Keep track of your Roth IRA contributions, said Ed Slott, founder of Ed Slott & Company. Remember, there is no age limit to add to your account, but there is an income limit.

"The Roth contribution is not shown on your tax return, so you have to keep track of your contributions to know how much can be withdrawn tax free," said Slott. "After age 59 ½ and five years it no longer matters."

Slott added that Roth account holders need to take the Saver's Tax Credit -- up to $1,000 -- if their income is low.

He also said there is no age limit for making a Roth IRA contribution. Savers can continue making Roth IRA contributions even after age 70 ½ if they have earnings, or if their spouse does.

"There are no income limits for traditional IRA contributions, but there are income limits for making Roth IRA contributions," said Slott. "You can make the full Roth IRA contribution if your 2015 income is under $183,000 for a married couple, or $116,000 if you are single."

It's worth noting, however, that your spouse's income can make you ineligible for a Roth IRA contribution, since the income is combined, according to Slott.

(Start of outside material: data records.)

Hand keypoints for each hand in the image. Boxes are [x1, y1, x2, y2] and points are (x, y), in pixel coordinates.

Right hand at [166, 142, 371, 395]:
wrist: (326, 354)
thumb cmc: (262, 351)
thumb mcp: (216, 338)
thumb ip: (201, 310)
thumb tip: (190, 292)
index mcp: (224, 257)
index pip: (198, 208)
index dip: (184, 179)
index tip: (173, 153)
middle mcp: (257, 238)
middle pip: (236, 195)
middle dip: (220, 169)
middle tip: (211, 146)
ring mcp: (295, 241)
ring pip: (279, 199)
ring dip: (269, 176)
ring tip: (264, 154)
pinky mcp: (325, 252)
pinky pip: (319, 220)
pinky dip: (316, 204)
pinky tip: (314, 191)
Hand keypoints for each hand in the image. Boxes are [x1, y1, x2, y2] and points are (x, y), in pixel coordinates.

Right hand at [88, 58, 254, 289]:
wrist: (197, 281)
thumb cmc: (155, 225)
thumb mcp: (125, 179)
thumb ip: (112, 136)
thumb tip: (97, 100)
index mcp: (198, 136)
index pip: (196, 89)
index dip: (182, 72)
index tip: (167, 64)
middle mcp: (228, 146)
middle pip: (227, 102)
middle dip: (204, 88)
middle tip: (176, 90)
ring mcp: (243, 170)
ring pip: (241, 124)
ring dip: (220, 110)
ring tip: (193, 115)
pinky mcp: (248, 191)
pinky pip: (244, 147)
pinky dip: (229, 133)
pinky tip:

If you are over the income limit, Slott suggested making a traditional nondeductible IRA contribution and converting that to a Roth IRA because there are no income limits for Roth conversions.

Savers can also make a Roth contribution in addition to their 401(k), said Slott.

"Contributing to a 401(k) does not limit your eligibility to also contribute to a Roth IRA as long as you otherwise qualify by being under the income limits," said Slott, adding that contributing to a 401(k) does not limit one's eligibility to contribute to a traditional IRA, except that if your income is too high, that IRA contribution may not be deductible.

Finally, Slott said there are no required minimum distributions (RMD) for a Roth IRA, but beneficiaries do have to take them.